Health care reform may do more harm than good unless attention is paid to improving health “systems,” according to Donald Berwick, president and CEO of the Institute for Healthcare Improvement and professor in the HSPH Department of Health Policy and Management, who gave the annual Dr. Herbert Sherman Memorial Lecture on October 13 in the Kresge cafeteria. The event was sponsored by the Office of the Dean.

 

“The idea of a system is neither a frill nor a fine point if we are to get reform right,” said Berwick. “It lies at the very center of the scientific and political challenges that stand between us and the care we seek. With a proper understanding of systems, authentic health care redesign is feasible and socially productive. Without that understanding, ‘reform’ will likely do more harm than good.”

Berwick said that paying attention to each individual part of the nation’s health care system — cost, quality and coverage — will not be enough if all the parts do not work together to produce an intended result. “The performance of a system — its achievement of its aims — depends as much on the interactions among elements as on the elements themselves,” he said.

He lamented the fact that, during their training, medical students rarely train with nurses and that often different departments within a hospital jealously guard their own resources and rarely meet to identify how they might work together to provide the best possible care for patients.

“Health care reform without attention to the nature and nurture of health care as a system is doomed,” Berwick said. “It will at best simply feed the beast, pouring precious resources into the overdevelopment of parts and never attending to the whole — that is care as our patients, their families and their communities experience it.”

In its groundbreaking report, Crossing the Quality Chasm, Berwick noted that the Institute of Medicine designated six aims for improvement.
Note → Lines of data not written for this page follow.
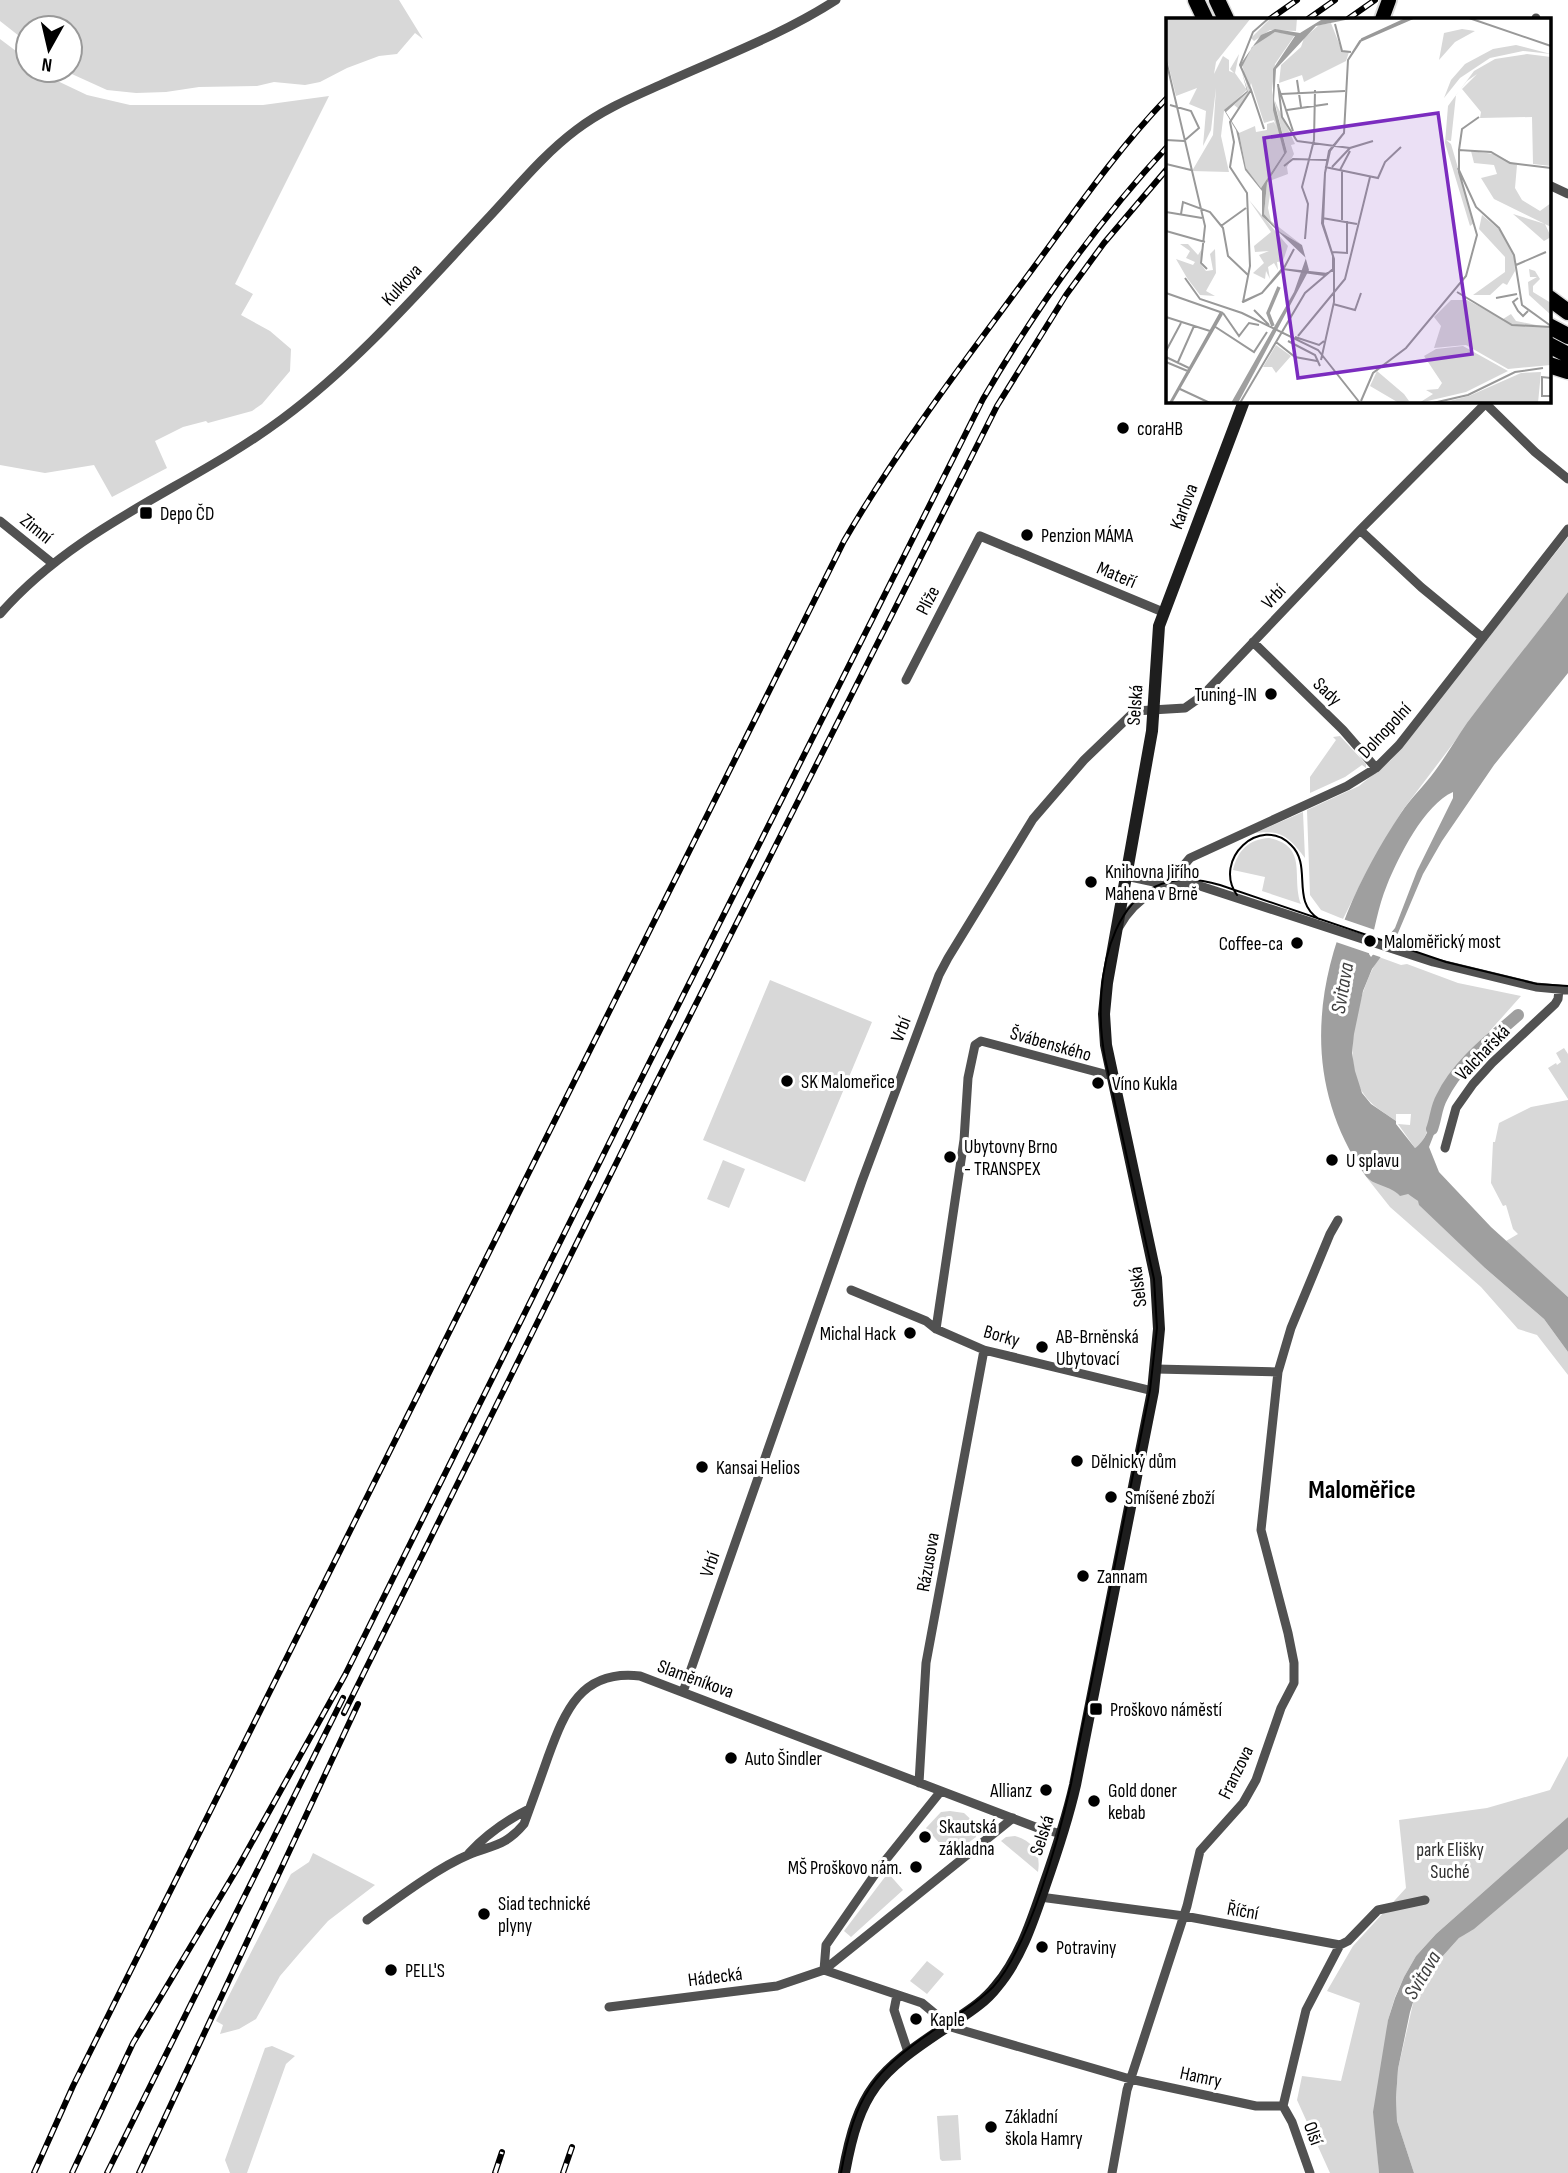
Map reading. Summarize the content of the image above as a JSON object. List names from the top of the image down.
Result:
{
  "streets": {
    "main road": ["Karlova", "Selská"],
    "street": [
      "Kulkova",
      "Zimní",
      "Mateří",
      "Vrbí",
      "Plíže",
      "Sady",
      "Dolnopolní",
      "Švábenského",
      "Valchařská",
      "Borky",
      "Rázusova",
      "Slaměníkova",
      "Franzova",
      "Říční",
      "Hádecká",
      "Hamry",
      "Olší"
    ]
  },
  "crossings": [
    ["Kulkova", "Zimní"],
    ["Karlova", "Mateří"],
    ["Karlova", "Selská"],
    ["Mateří", "Plíže"],
    ["Vrbí", "Sady"],
    ["Vrbí", "Selská"],
    ["Vrbí", "Slaměníkova"],
    ["Sady", "Dolnopolní"],
    ["Selská", "Dolnopolní"],
    ["Selská", "Švábenského"],
    ["Selská", "Borky"],
    ["Selská", "Říční"],
    ["Selská", "Hamry"],
    ["Dolnopolní", "Valchařská"],
    ["Švábenského", "Borky"],
    ["Borky", "Rázusova"],
    ["Rázusova", "Slaměníkova"],
    ["Franzova", "Říční"],
    ["Franzova", "Hamry"],
    ["Hamry", "Olší"]
  ],
  "districts": ["Maloměřice"],
  "water": ["Svitava"],
  "parks": ["park Elišky Suché"],
  "places": {
    "other": [
      "coraHB",
      "Penzion MÁMA",
      "Tuning-IN",
      "Knihovna Jiřího Mahena v Brně",
      "Maloměřický most",
      "Coffee-ca",
      "SK Malomeřice",
      "Víno Kukla",
      "Ubytovny Brno - TRANSPEX",
      "U splavu",
      "Michal Hack",
      "AB-Brněnská Ubytovací",
      "Dělnický dům",
      "Kansai Helios",
      "Smíšené zboží",
      "Zannam",
      "Auto Šindler",
      "Allianz",
      "Gold doner kebab",
      "Skautská základna",
      "MŠ Proškovo nám.",
      "Siad technické plyny",
      "Potraviny",
      "PELL'S",
      "Kaple",
      "Základní škola Hamry"
    ],
    "transit": ["Depo ČD", "Proškovo náměstí"]
  },
  "north": "bottom"
}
These included: safety, effectiveness, patient-centeredness, timeliness, efficiency, and equity.

“The improvement of health and health care depends on systems thinking and systems redesign,” Berwick said. “ ‘Reform’ without systems thinking isn’t reform at all. Those who lead, fund and work in American health care were not trained to think in systems terms; indeed, they were in some cases trained specifically not to. For that reason, between us and effective health care redesign lies a gamut of changes in culture, belief, and norms.”
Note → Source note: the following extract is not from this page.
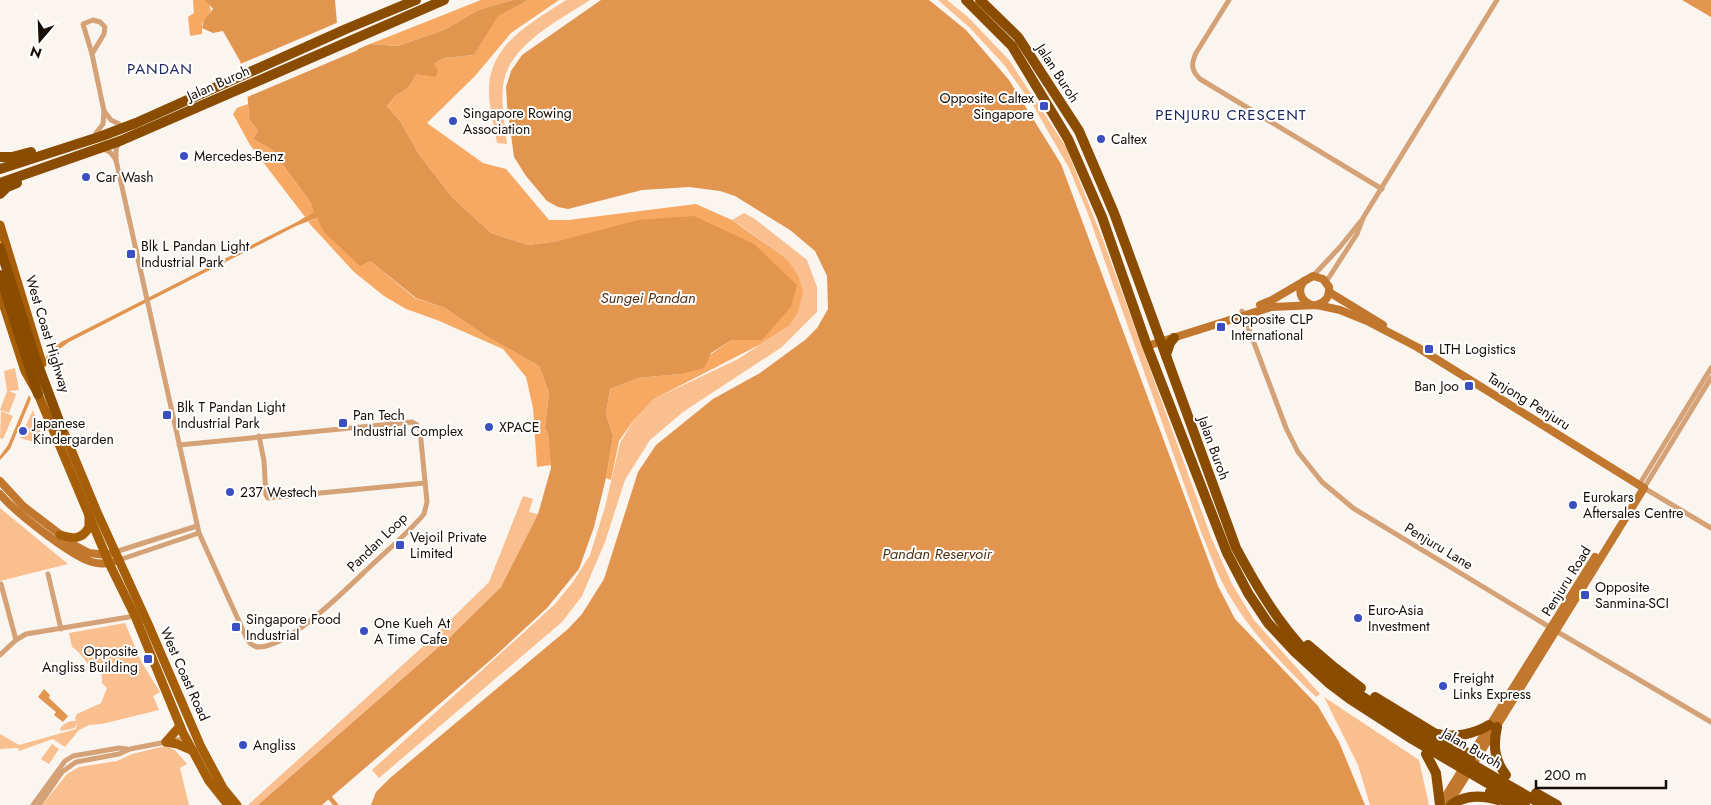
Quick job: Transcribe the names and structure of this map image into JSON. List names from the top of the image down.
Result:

He said challenges include placing a renewed emphasis on the interdependence among all stakeholders involved in the health care system; making sure processes are centered around the needs of patients, not providers; taking pains to do a better job of sharing knowledge; reducing waste; supporting multidisciplinary research and development; providing more training in systems science; and redesigning institutional arrangements.
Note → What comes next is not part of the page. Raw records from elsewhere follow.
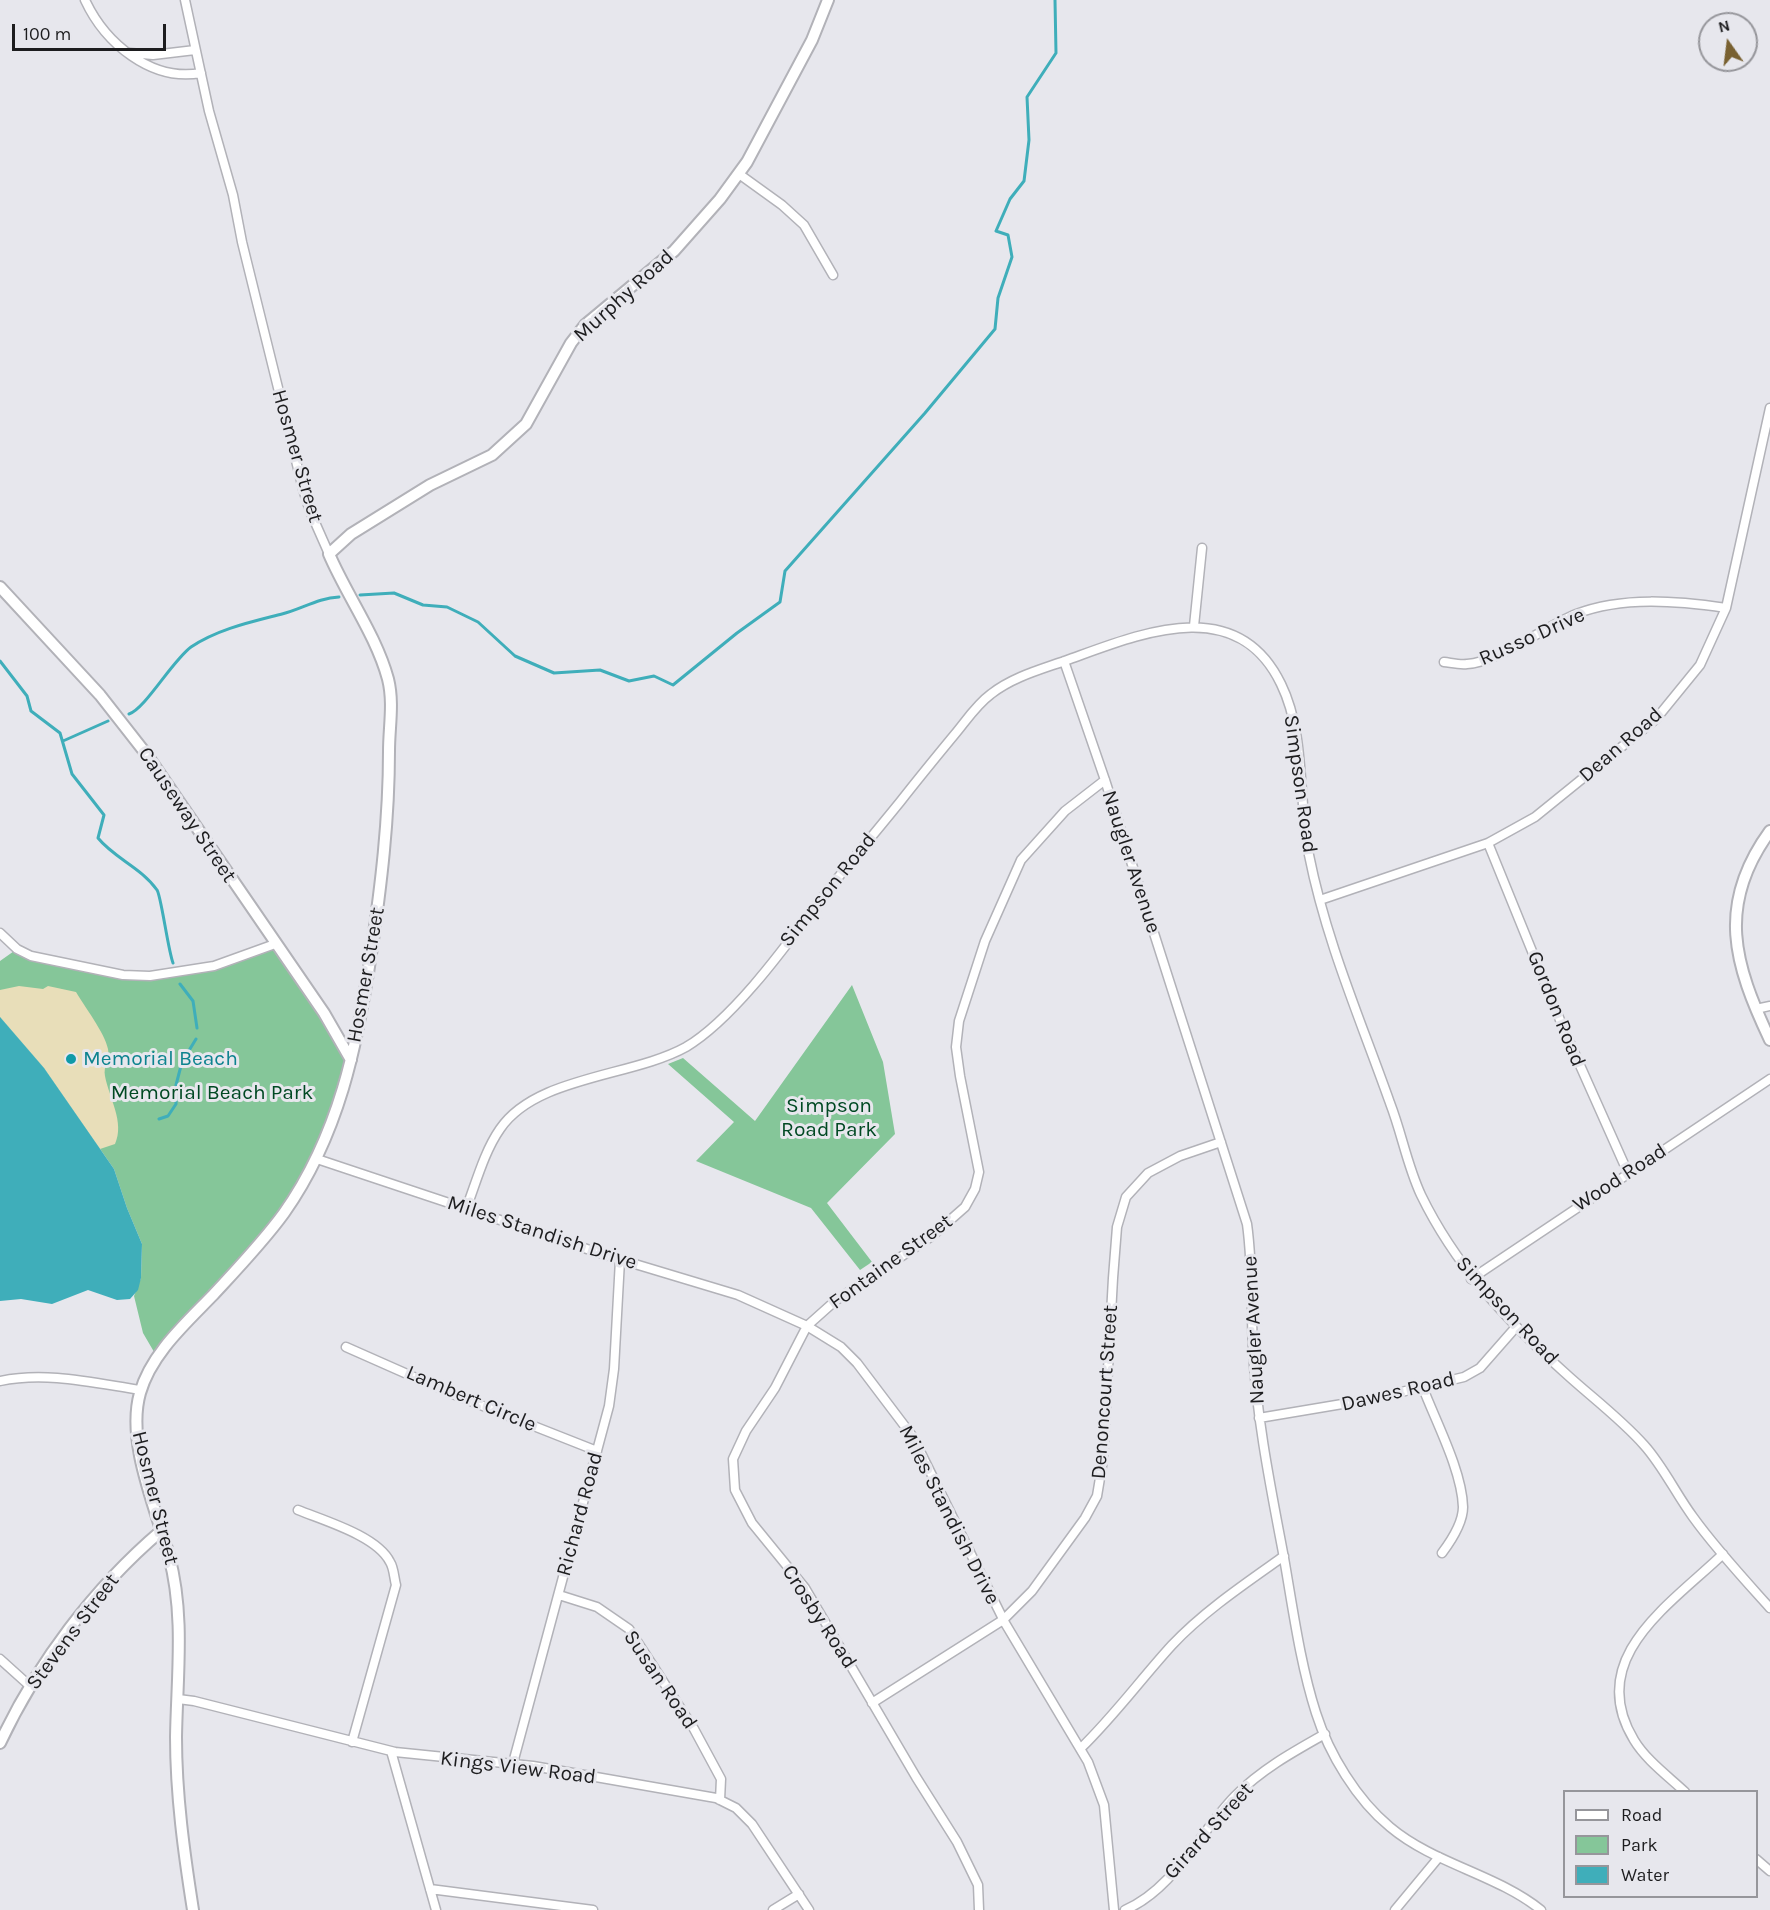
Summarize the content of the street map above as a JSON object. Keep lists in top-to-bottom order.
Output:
{
  "streets": {
    "street": [
      "Murphy Road",
      "Hosmer Street",
      "Russo Drive",
      "Dean Road",
      "Simpson Road",
      "Causeway Street",
      "Naugler Avenue",
      "Gordon Road",
      "Wood Road",
      "Miles Standish Drive",
      "Fontaine Street",
      "Denoncourt Street",
      "Dawes Road",
      "Lambert Circle",
      "Richard Road",
      "Crosby Road",
      "Stevens Street",
      "Susan Road",
      "Kings View Road",
      "Girard Street"
    ]
  },
  "crossings": [
    ["Murphy Road", "Hosmer Street"],
    ["Hosmer Street", "Causeway Street"],
    ["Hosmer Street", "Miles Standish Drive"],
    ["Hosmer Street", "Stevens Street"],
    ["Hosmer Street", "Kings View Road"],
    ["Russo Drive", "Dean Road"],
    ["Dean Road", "Simpson Road"],
    ["Dean Road", "Gordon Road"],
    ["Simpson Road", "Naugler Avenue"],
    ["Simpson Road", "Wood Road"],
    ["Simpson Road", "Miles Standish Drive"],
    ["Simpson Road", "Dawes Road"],
    ["Naugler Avenue", "Fontaine Street"],
    ["Naugler Avenue", "Denoncourt Street"],
    ["Naugler Avenue", "Dawes Road"],
    ["Naugler Avenue", "Girard Street"],
    ["Gordon Road", "Wood Road"],
    ["Miles Standish Drive", "Fontaine Street"],
    ["Miles Standish Drive", "Denoncourt Street"],
    ["Miles Standish Drive", "Richard Road"],
    ["Miles Standish Drive", "Crosby Road"],
    ["Fontaine Street", "Crosby Road"],
    ["Denoncourt Street", "Crosby Road"],
    ["Lambert Circle", "Richard Road"],
    ["Richard Road", "Susan Road"],
    ["Richard Road", "Kings View Road"],
    ["Susan Road", "Kings View Road"]
  ],
  "parks": ["Memorial Beach Park", "Simpson Road Park"],
  "places": ["Memorial Beach"],
  "legend": ["Road", "Park", "Water"],
  "scale_bar": "100 m",
  "north": "top"
}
“Reform, if it is to reduce the chances of failure, will have to mean change of the care itself,” he said. “Changing contexts can help, such as removing the toxicity of fragmented payment, assuring universal access to care, ending senseless regulatory bars and administrative nonsense, and improving transparency about performance,” he concluded. “But these just set the stage. The patient depends not on the context, but on the care.”

During a question-and-answer session, Berwick decried the “culture of blame” that seeks to identify individuals for making mistakes rather than viewing mistakes as errors in the system as a whole. Improving quality “is still in the backseat,” he said, and more research is needed to move it forward.

Regarding the costs of reform, he estimated that at least 30 percent of all money spent on healthcare is wasted and said that eliminating that waste could solve many problems that are at the heart of the current health care reform debate.

But, he said, that will be difficult if the numerous stakeholders in the health care system are all pursuing their own self interests.